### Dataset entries

BEGIN

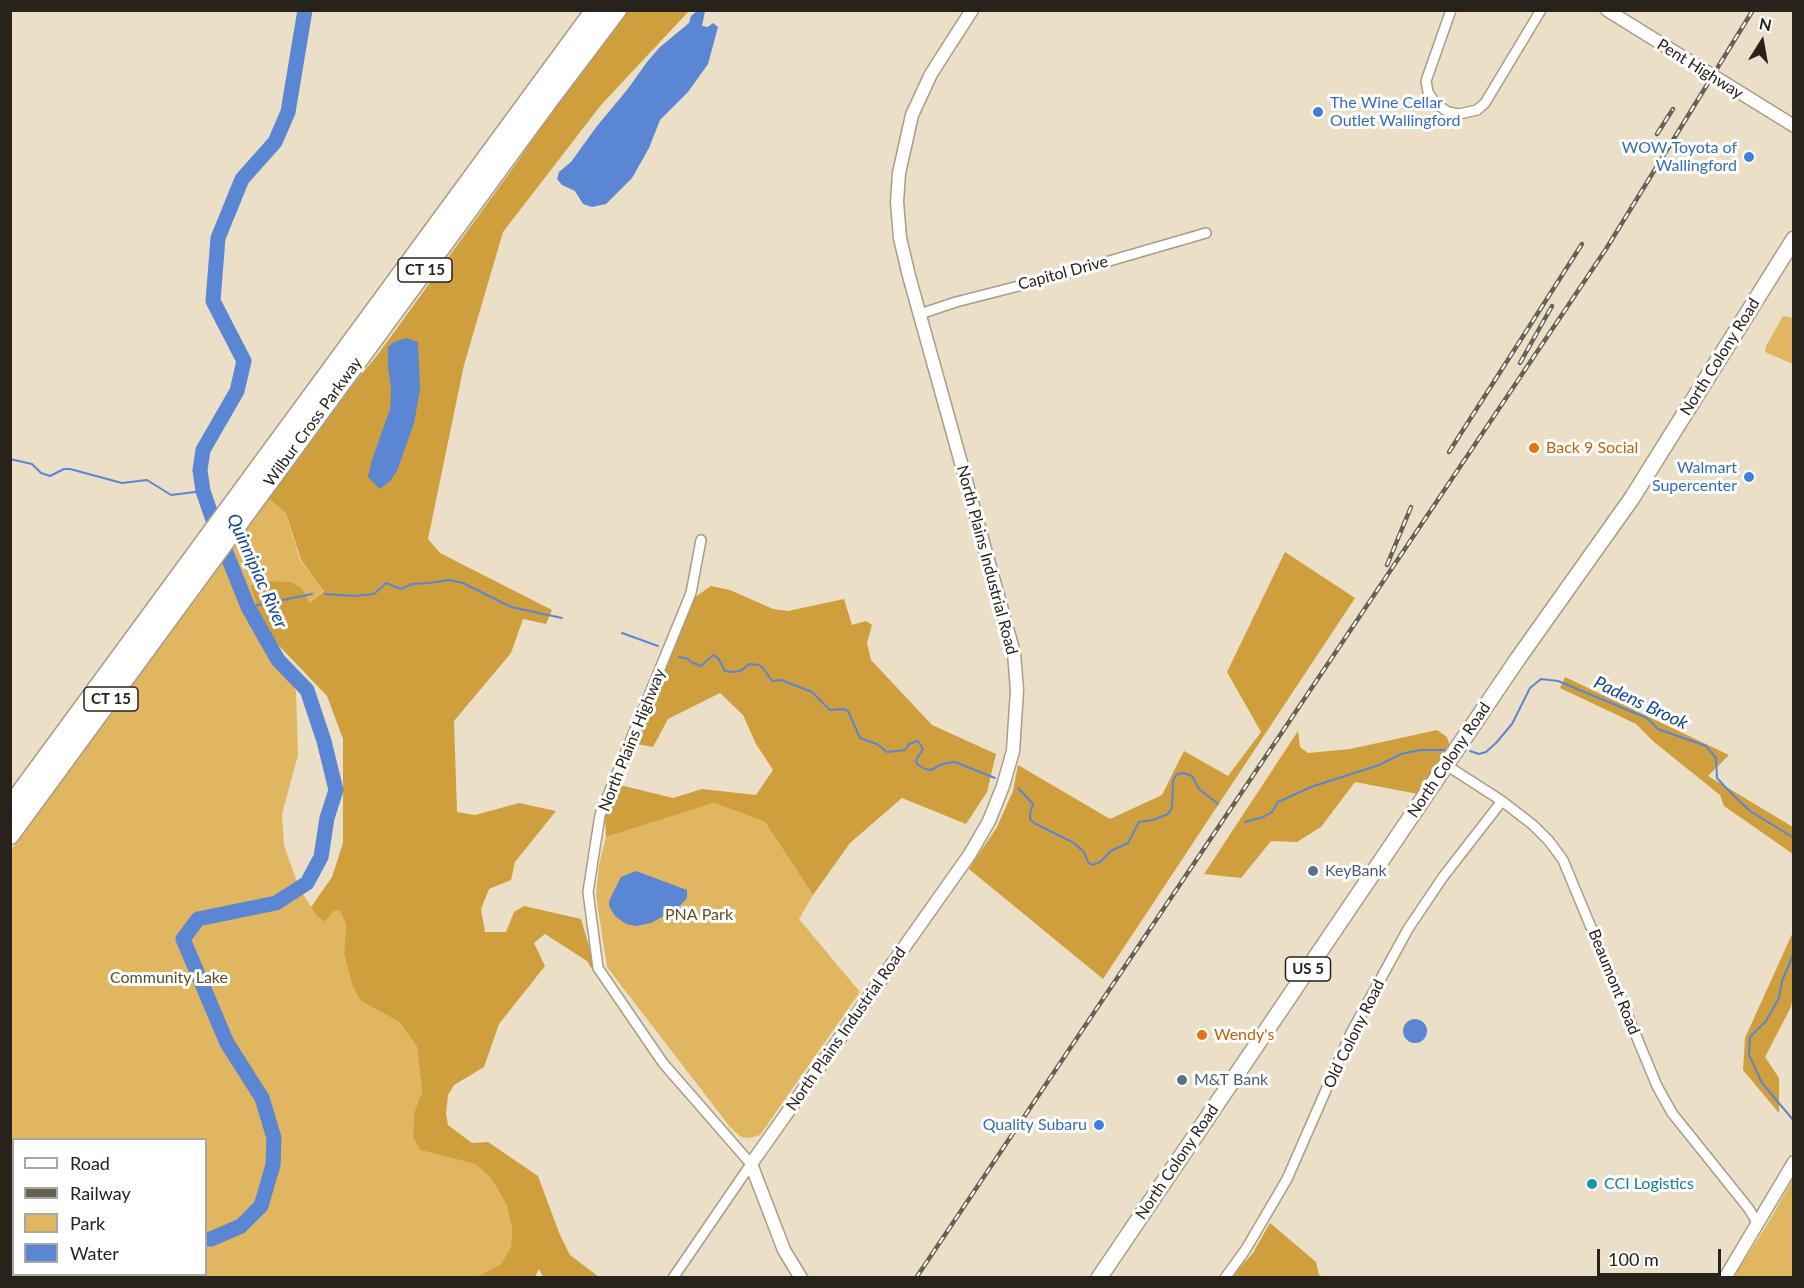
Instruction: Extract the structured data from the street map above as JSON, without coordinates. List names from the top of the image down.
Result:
{
  "streets": {
    "highway": ["CT 15", "Wilbur Cross Parkway"],
    "main road": ["North Colony Road", "US 5"],
    "street": [
      "Pent Highway",
      "Capitol Drive",
      "North Plains Industrial Road",
      "North Plains Highway",
      "Beaumont Road",
      "Old Colony Road"
    ]
  },
  "crossings": [
    ["Capitol Drive", "North Plains Industrial Road"],
    ["North Colony Road", "Beaumont Road"],
    ["North Plains Industrial Road", "North Plains Highway"],
    ["Beaumont Road", "Old Colony Road"]
  ],
  "water": ["Quinnipiac River", "Padens Brook"],
  "parks": ["PNA Park", "Community Lake"],
  "places": [
    "The Wine Cellar Outlet Wallingford",
    "WOW Toyota of Wallingford",
    "Back 9 Social",
    "Walmart Supercenter",
    "KeyBank",
    "Wendy's",
    "M&T Bank",
    "Quality Subaru",
    "CCI Logistics"
  ],
  "legend": [
    "Road",
    "Railway",
    "Park",
    "Water"
  ],
  "scale_bar": "100 m",
  "north": "top"
}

END

Please print every record above exactly, but leave the pictures out.

Instruction: Extract the structured data from the street map above as JSON, without coordinates. List names from the top of the image down.
Result:
{
  "streets": {
    "highway": ["CT 15", "Wilbur Cross Parkway"],
    "main road": ["North Colony Road", "US 5"],
    "street": [
      "Pent Highway",
      "Capitol Drive",
      "North Plains Industrial Road",
      "North Plains Highway",
      "Beaumont Road",
      "Old Colony Road"
    ]
  },
  "crossings": [
    ["Capitol Drive", "North Plains Industrial Road"],
    ["North Colony Road", "Beaumont Road"],
    ["North Plains Industrial Road", "North Plains Highway"],
    ["Beaumont Road", "Old Colony Road"]
  ],
  "water": ["Quinnipiac River", "Padens Brook"],
  "parks": ["PNA Park", "Community Lake"],
  "places": [
    "The Wine Cellar Outlet Wallingford",
    "WOW Toyota of Wallingford",
    "Back 9 Social",
    "Walmart Supercenter",
    "KeyBank",
    "Wendy's",
    "M&T Bank",
    "Quality Subaru",
    "CCI Logistics"
  ],
  "legend": [
    "Road",
    "Railway",
    "Park",
    "Water"
  ],
  "scale_bar": "100 m",
  "north": "top"
}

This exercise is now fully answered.